As one type of advanced sensor, Phasor Measurement Units (PMUs) provide network operators with high-precision time-series Synchrophasor Data (SD) which characterise the operational condition of power systems. Source information of SD acts as a critical role in many PMU-based applications and it is potentially subjected to malicious data spoofing attacks due to the lack of security mechanism in the widely adopted SD specifications. Considering the imperative need for defending against such spoofing attacks, this paper proposes a novel SD Source Authentication (SDSA) scheme by sufficiently exploiting multifractal coupling correlations of SD at multiple locations. Without the need for detailed knowledge of power networks (i.e., system topology and associated parameters) and costly upgrading the existing SD acquisition infrastructure (i.e., PMU hardware and SD transfer/storage device), the proposed method performs model-free and cost-effective SDSA in power systems from a new data-driven perspective of long-range coupling correlation discovery.

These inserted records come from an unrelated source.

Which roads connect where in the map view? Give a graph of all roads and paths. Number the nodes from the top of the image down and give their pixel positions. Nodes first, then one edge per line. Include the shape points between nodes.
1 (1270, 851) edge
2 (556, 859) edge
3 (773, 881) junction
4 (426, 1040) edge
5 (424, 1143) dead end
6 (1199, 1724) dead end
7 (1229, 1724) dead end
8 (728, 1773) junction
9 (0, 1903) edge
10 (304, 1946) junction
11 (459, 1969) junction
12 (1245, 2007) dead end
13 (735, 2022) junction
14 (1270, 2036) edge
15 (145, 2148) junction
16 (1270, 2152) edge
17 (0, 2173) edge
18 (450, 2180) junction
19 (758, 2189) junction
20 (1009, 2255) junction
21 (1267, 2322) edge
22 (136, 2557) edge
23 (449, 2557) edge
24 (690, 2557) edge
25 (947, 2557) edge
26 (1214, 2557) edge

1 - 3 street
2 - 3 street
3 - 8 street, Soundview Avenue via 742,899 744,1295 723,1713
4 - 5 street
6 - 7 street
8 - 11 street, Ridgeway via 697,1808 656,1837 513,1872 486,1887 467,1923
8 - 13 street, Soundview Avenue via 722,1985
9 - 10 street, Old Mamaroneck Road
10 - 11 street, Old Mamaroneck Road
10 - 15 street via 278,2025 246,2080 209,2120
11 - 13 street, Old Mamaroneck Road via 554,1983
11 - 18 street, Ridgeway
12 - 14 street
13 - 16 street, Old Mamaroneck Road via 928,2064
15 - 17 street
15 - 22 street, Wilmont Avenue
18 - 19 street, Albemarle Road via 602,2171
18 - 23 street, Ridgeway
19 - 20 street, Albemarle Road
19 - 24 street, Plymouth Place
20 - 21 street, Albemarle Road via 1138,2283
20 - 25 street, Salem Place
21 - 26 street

Specifically, Multiscale Adaptive Coupling Correlation Detrended Analysis (MACCDA) is first developed to reveal the significant coupling multifractal characteristics of time series SD at multiple locations over a broad range of scales simultaneously from which the scale with the most significant multifractality is determined. Then the origin of multifractality and the contribution of SD at each individual location to the overall coupling correlation is quantified by shuffling and surrogating the original SD. Such contribution is further integrated with enhanced Weighted Multifractal Surface Interpolation (WMFSI) to generate synthetic high-resolution SD. Afterwards, distinctive time–frequency signatures are derived from the synthetic SD and they are used by computational intelligence algorithms for SDSA. Simulation results using the real-life SD of Victoria state demonstrate the reliability, efficiency and scalability of the proposed scheme in practical power grids.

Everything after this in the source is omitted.